Second, you can settle for a larger and cheaper space in a riskier neighborhood, but then you may be forced to deal with thin walls, late night screaming and a cat that’s afraid to look out the window because of snarling, untended dog packs. You were thinking of something more secure.

Third, you can plan on having a roommate, which will net more amenities for less money out of your own pocket.

Although the second option may seem like the most hazardous choice, choosing to live with a roommate can have a huge, negative impact on your well-being – unless your roommate is a known entity that you’ve already lived with.

If you don’t already know a good roommate candidate, then the only secure choice is the first one. As your income increases, then your view will improve, and you can wash your clothes at 3 a.m. Or wait for a good friendship to develop before you take the plunge into the world of roommates.

Living in an apartment with a reincarnation of Dracula negates any financial advantage considerably. After all, getting rid of Dracula is a lot harder than making the acquaintance in the first place, especially if Dracula’s name is on the lease.

I once moved from a very small, dreary (but affordable) apartment to a beautiful room in a secure complex with two swimming pools, thinking that I was going to be very happy. I had gone through two interviews with my roommates and chose them carefully from several different options.  I thought that I was sharing an apartment with a minister and his wife, only to discover later that she wasn’t really his wife, he wasn’t really a minister and he had a string of girl entertainers on the side. From there (my exit was rather rapid, and I ended up giving away a lot of my possessions that I couldn’t take with me), I found a truly wonderful family that I lived with for a year until I could afford a place of my own. I was lucky to know them, and I still know them. Putting up with a less than perfect situation is preferable to moving in with someone that you don’t know.

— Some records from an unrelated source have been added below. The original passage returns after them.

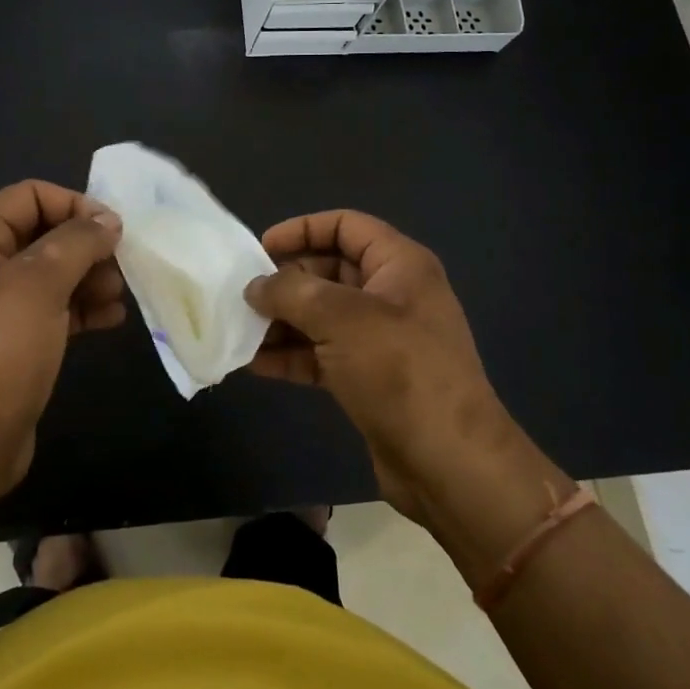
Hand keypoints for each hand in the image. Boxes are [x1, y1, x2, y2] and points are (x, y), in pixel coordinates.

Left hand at [0, 180, 124, 505]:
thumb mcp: (37, 286)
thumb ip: (76, 242)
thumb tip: (107, 220)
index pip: (30, 196)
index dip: (74, 205)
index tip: (114, 231)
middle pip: (44, 233)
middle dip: (86, 245)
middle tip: (122, 266)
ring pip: (53, 272)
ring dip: (90, 277)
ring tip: (119, 295)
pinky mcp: (13, 341)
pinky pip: (54, 308)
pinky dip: (83, 308)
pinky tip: (112, 318)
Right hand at [244, 210, 557, 532]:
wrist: (449, 463)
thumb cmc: (399, 371)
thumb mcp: (341, 318)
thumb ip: (291, 292)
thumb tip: (256, 287)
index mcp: (399, 265)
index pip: (345, 225)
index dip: (302, 229)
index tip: (260, 248)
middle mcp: (391, 294)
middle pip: (328, 270)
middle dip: (285, 281)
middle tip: (243, 295)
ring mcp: (381, 339)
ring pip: (321, 315)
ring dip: (282, 321)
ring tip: (240, 330)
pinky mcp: (369, 378)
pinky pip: (322, 353)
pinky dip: (291, 355)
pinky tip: (255, 364)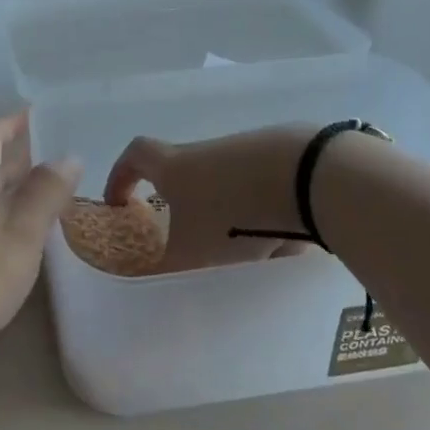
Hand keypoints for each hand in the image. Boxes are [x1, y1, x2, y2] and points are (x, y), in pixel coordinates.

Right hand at [104, 125, 318, 273]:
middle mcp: (207, 151)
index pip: (135, 156)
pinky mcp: (285, 155)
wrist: (308, 176)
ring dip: (233, 219)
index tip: (121, 202)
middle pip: (185, 175)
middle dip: (188, 211)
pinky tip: (287, 240)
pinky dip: (268, 214)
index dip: (121, 176)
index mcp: (175, 166)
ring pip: (229, 188)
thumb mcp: (194, 252)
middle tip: (194, 242)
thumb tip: (146, 281)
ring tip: (252, 254)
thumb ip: (167, 268)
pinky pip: (265, 189)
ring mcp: (247, 148)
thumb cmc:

If you have a secure job with a good salary, or if you are going to school with guaranteed funding, then you can have fun choosing among the pricier apartments that offer a comfortable lifestyle. But if money is tight, there are still some things you can do to make your life more predictable. Instead of judging a neighborhood at first glance, be an investigative reporter.

[ Related: More Tips for the 20-Something Living in Their First Apartment ]

If you really like an apartment that is close to the Metro, then go to lunch at a nearby restaurant and ask the waitress about the neighborhood. Then ask the clerk at the grocery store. Try talking to other residents in the building.

Use your eyes as well. Are there policemen around? Is there a library? There are only a few urban settings that offer a truly cosmopolitan experience, and a super-secure apartment might not be your cup of tea. If you feel safer around people than you do around an impersonal, planned environment, then a bit of research may pay off for you.

And remember that your first apartment may not be the best apartment, but just make sure that its drawbacks are ones that you know about and can adjust to on a temporary basis. After all, if you choose carefully, it will give you something that you didn’t have before: a landlord referral.